Torchserve streaming of inference responses with gRPC

517 Views Asked by At

I am trying to send a singular request to a Torchserve server and retrieve a stream of responses. The processing of the request takes some time and I would like to receive intermeddiate updates over the course of the run. I am quite new to torchserve and especially gRPC but I assume that I either need to write a custom endpoint plugin for torchserve or alter the source code directly as the current proto files of Torchserve support unary gRPC calls.

I have found examples of near real-time video which implemented a version of client-side streaming via request batching however that is not what I need.

Question: Is there a way to implement server-side response streaming in the latest Torchserve version? Or would I need to change the proto files and the Java source in order to allow for it?

1

There are 1 best solutions below

2
On

There looks to be support for streaming within the TorchServe framework.

TorchServe's gRPC API adds server-side streaming to the "StreamPredictions" inference API which allows for sequences of inference responses to be send over the same gRPC stream.

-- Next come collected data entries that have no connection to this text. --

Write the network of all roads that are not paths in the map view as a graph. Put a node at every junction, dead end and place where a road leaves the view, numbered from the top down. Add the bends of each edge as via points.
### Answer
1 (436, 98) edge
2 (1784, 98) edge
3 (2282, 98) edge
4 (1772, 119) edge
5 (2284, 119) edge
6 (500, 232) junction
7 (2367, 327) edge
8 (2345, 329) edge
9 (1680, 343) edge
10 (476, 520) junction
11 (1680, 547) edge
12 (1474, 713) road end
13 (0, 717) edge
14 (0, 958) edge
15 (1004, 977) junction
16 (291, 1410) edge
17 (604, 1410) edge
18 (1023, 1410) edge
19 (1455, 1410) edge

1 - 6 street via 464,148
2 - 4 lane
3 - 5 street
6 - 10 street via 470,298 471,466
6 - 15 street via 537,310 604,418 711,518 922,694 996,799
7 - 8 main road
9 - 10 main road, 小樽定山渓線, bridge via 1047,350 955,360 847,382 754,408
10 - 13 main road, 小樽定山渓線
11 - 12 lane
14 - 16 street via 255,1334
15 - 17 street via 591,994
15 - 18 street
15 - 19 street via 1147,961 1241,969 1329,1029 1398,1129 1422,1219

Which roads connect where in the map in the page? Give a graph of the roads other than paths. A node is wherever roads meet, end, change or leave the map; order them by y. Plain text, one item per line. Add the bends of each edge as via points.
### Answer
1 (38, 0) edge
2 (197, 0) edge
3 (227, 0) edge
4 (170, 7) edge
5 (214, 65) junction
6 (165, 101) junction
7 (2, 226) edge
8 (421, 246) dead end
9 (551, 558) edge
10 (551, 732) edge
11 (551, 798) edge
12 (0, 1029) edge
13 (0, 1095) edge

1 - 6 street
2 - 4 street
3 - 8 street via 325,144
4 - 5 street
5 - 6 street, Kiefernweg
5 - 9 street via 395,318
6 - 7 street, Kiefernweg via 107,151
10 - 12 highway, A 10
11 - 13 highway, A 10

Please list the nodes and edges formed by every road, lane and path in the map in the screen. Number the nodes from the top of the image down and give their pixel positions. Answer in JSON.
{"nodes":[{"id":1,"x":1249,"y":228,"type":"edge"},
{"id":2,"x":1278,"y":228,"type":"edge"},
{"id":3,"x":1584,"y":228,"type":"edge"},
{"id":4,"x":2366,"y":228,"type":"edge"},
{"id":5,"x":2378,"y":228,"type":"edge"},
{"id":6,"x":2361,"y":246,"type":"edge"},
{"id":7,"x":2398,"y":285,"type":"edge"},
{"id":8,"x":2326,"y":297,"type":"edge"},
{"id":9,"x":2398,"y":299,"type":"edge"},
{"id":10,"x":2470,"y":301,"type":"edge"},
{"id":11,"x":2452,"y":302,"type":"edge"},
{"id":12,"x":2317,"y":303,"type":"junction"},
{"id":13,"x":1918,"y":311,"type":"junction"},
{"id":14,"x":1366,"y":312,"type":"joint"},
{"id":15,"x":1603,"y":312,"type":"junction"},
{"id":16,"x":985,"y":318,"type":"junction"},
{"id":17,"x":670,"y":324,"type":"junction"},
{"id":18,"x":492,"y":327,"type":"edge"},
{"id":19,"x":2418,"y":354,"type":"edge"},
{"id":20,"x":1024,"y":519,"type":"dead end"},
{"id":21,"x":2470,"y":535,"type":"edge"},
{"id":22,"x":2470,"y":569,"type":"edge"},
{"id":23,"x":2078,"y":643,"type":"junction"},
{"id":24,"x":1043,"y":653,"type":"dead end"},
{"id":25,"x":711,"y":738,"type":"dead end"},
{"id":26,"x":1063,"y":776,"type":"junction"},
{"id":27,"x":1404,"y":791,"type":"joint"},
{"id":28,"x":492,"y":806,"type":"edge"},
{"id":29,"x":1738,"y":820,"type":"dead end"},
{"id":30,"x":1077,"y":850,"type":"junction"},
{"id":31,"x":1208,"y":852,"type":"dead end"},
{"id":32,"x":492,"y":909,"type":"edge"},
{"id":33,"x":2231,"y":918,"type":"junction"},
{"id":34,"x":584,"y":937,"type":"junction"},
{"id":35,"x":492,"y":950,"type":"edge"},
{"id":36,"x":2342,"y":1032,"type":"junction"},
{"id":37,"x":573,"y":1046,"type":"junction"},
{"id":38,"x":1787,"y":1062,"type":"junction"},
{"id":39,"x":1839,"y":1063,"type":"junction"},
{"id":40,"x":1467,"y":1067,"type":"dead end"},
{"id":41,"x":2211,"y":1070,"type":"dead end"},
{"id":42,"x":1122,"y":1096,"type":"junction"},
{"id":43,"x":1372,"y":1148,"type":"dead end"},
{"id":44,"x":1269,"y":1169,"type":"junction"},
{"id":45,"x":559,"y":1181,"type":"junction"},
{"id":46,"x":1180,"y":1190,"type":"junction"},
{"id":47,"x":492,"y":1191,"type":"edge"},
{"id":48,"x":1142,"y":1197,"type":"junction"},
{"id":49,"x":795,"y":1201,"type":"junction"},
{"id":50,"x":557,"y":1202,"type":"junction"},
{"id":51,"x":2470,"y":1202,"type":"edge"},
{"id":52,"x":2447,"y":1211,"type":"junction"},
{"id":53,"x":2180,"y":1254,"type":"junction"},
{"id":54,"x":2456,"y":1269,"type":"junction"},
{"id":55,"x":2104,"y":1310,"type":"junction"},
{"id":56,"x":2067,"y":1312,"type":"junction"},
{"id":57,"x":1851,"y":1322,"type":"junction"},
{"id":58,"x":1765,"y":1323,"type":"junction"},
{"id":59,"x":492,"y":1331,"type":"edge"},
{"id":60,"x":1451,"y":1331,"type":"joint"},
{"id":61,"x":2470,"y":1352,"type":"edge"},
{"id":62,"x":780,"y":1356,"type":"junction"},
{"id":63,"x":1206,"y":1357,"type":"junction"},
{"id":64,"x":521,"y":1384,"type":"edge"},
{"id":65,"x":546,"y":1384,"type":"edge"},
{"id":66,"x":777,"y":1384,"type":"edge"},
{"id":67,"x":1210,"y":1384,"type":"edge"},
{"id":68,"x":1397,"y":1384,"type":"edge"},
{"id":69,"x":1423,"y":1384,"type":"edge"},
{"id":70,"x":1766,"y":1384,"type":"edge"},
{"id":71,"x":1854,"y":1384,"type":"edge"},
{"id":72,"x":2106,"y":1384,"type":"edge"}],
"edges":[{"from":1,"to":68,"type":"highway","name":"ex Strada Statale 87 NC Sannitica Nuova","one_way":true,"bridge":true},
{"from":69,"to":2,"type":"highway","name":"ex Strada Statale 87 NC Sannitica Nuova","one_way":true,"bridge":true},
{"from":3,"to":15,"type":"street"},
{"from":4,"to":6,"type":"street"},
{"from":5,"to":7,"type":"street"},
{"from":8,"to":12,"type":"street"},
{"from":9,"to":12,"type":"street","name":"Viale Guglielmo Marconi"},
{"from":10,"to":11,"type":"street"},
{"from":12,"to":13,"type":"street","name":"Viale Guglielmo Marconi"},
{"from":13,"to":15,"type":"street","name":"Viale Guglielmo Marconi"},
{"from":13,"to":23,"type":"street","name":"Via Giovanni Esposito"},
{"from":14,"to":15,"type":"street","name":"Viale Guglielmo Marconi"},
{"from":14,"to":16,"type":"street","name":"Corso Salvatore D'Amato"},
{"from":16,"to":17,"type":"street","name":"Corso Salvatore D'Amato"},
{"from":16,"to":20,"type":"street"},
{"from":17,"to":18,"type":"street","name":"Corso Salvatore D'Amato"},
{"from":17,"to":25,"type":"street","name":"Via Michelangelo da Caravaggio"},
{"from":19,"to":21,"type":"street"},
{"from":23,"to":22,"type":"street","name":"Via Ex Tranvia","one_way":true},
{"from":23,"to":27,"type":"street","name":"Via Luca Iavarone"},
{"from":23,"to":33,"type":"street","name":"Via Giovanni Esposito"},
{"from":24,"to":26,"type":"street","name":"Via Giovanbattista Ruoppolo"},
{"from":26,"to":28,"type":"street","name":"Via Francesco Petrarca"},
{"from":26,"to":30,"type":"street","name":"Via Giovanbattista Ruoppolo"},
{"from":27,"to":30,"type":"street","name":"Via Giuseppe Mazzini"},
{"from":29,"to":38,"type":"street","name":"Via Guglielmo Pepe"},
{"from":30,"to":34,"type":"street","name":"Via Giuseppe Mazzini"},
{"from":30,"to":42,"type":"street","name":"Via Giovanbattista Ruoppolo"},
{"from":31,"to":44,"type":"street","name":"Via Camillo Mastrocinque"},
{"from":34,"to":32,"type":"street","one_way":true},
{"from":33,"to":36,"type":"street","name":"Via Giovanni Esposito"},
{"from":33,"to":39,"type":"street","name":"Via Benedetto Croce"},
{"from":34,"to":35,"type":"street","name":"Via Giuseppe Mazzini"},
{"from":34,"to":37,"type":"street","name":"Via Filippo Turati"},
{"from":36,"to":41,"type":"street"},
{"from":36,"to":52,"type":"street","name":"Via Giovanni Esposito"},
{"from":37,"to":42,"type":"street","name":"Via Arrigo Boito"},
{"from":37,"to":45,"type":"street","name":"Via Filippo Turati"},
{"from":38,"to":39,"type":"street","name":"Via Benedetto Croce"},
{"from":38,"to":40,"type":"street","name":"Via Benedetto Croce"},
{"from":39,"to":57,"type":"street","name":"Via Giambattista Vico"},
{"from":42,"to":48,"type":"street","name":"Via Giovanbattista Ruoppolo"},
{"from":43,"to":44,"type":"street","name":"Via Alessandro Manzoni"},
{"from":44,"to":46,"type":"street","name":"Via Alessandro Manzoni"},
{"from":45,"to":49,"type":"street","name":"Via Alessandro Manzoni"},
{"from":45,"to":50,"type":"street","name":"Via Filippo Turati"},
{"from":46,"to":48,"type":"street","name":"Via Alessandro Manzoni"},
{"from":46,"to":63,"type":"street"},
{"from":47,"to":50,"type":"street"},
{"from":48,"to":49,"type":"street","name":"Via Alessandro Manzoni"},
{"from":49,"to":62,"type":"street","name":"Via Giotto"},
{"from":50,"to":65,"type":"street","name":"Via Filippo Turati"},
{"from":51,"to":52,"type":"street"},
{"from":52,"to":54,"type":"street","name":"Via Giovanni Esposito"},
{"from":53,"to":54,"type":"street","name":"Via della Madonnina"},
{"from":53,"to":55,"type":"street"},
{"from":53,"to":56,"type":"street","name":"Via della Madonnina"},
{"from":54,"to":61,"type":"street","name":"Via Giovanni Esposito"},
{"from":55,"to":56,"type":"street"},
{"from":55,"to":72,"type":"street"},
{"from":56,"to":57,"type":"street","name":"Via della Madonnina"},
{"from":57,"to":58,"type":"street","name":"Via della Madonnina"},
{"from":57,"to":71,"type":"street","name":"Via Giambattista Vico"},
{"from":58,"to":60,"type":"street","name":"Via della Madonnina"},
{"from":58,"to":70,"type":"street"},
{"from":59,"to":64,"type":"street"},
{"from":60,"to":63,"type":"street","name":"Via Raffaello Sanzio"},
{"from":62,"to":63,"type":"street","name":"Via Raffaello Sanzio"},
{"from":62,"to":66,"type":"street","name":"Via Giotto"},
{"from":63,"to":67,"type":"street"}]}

service InferenceAPIsService {
    // Check health status of the TorchServe server.
    rpc Ping(google.protobuf.Empty) returns (TorchServeHealthResponse) {}

    // Predictions entry point to get inference using default model version.
    rpc Predictions(PredictionsRequest) returns (PredictionResponse) {}

    // Streaming response for an inference request.
    rpc StreamPredictions(PredictionsRequest) returns (stream PredictionResponse) {}
}

NOTE: This API forces the batchSize to be one. Make sure to account for this in your custom handler logic.

The backend handler calls “send_intermediate_predict_response” to send one intermediate result to frontend, and return the last result as the existing style. For example

from ts.protocol.otf_message_handler import send_intermediate_predict_response

def handle(data, context):
    if type(data) is list:
        for i in range (3):
            send_intermediate_predict_response(["intermediate_response"], context.request_ids, "Intermediate Prediction success", 200, context)
        return ["hello world "]